The state Legislature responded the way it often responds. The bills — HB 11 in the House and SB 510 in the Senate — are sitting in committee. 

And that's where they belong. Trying to pretend that nuclear energy is an alternative, renewable power source on the same level as solar and wind requires twisting the definitions of alternative energy. 

Sure, nuclear power doesn't release carbon dioxide into the atmosphere and therefore doesn't directly contribute to climate change on the same level as coal- and natural gas-powered plants do.

But it does leave behind spent fuel and radioactive equipment, and right now there is no place where that material can be sent, according to the Union of Concerned Scientists. 

Spent fuel rods are moved to onsite cooling pools, with those pools now holding as much as five times the amount of spent fuel they were designed to hold.
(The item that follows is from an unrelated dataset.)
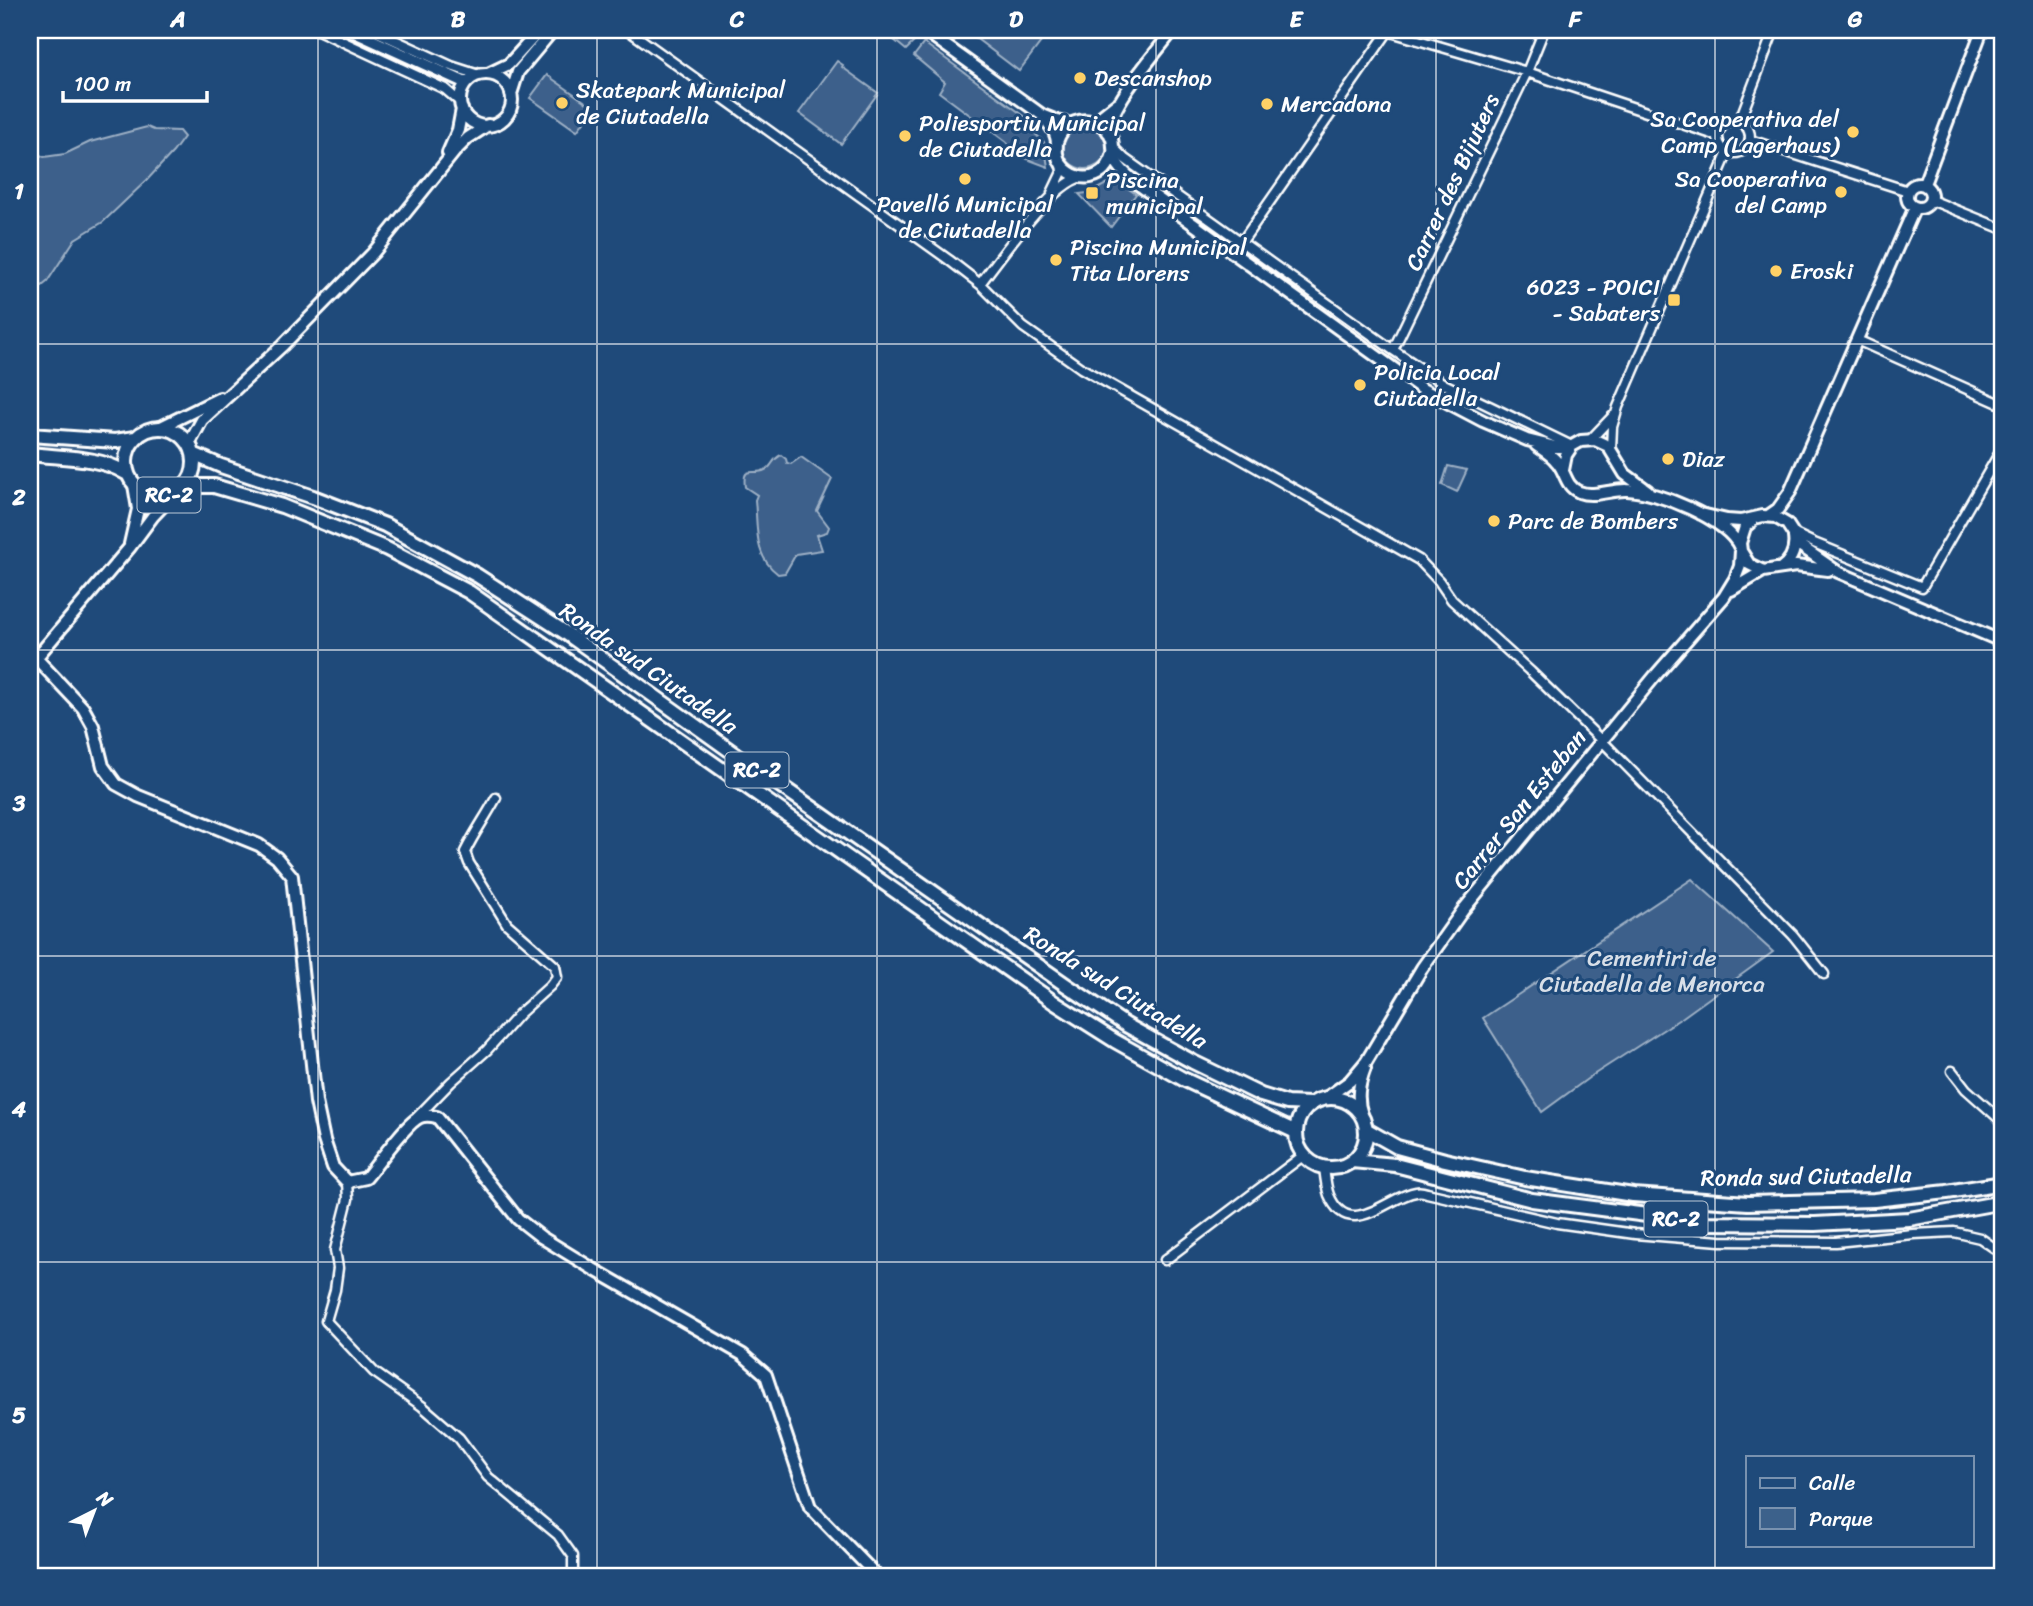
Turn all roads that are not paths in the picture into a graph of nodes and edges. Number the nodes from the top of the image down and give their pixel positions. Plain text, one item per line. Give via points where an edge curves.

Dry cask storage is recommended after five years in the pool, but that leaves steel and concrete holding tanks sitting on pads.

Meanwhile, true renewable energy sources are still in the early stages of use and need funding for research and development. That funding doesn't need to go into the nuclear power industry, which is mature and closing in on retirement.

As Rep. Sue Helm, R-Dauphin/Lebanon counties, said, TMI's closure was "inevitable." 

"It is time we stop throwing good money into a situation that is never going to be profitable," Helm wrote in an email.

So yes, we're sorry to see so many people losing good-paying jobs. Yes, we're sorry that local businesses will lose the customers they saw when extra workers were brought in for refueling.

But this is how capitalism works. If a company can't make money, it closes. Big businesses have gotten too used to crying to the state and holding employees hostage in order to get taxpayers' money. 

The state Legislature, by not pushing these bills through, has done the right thing.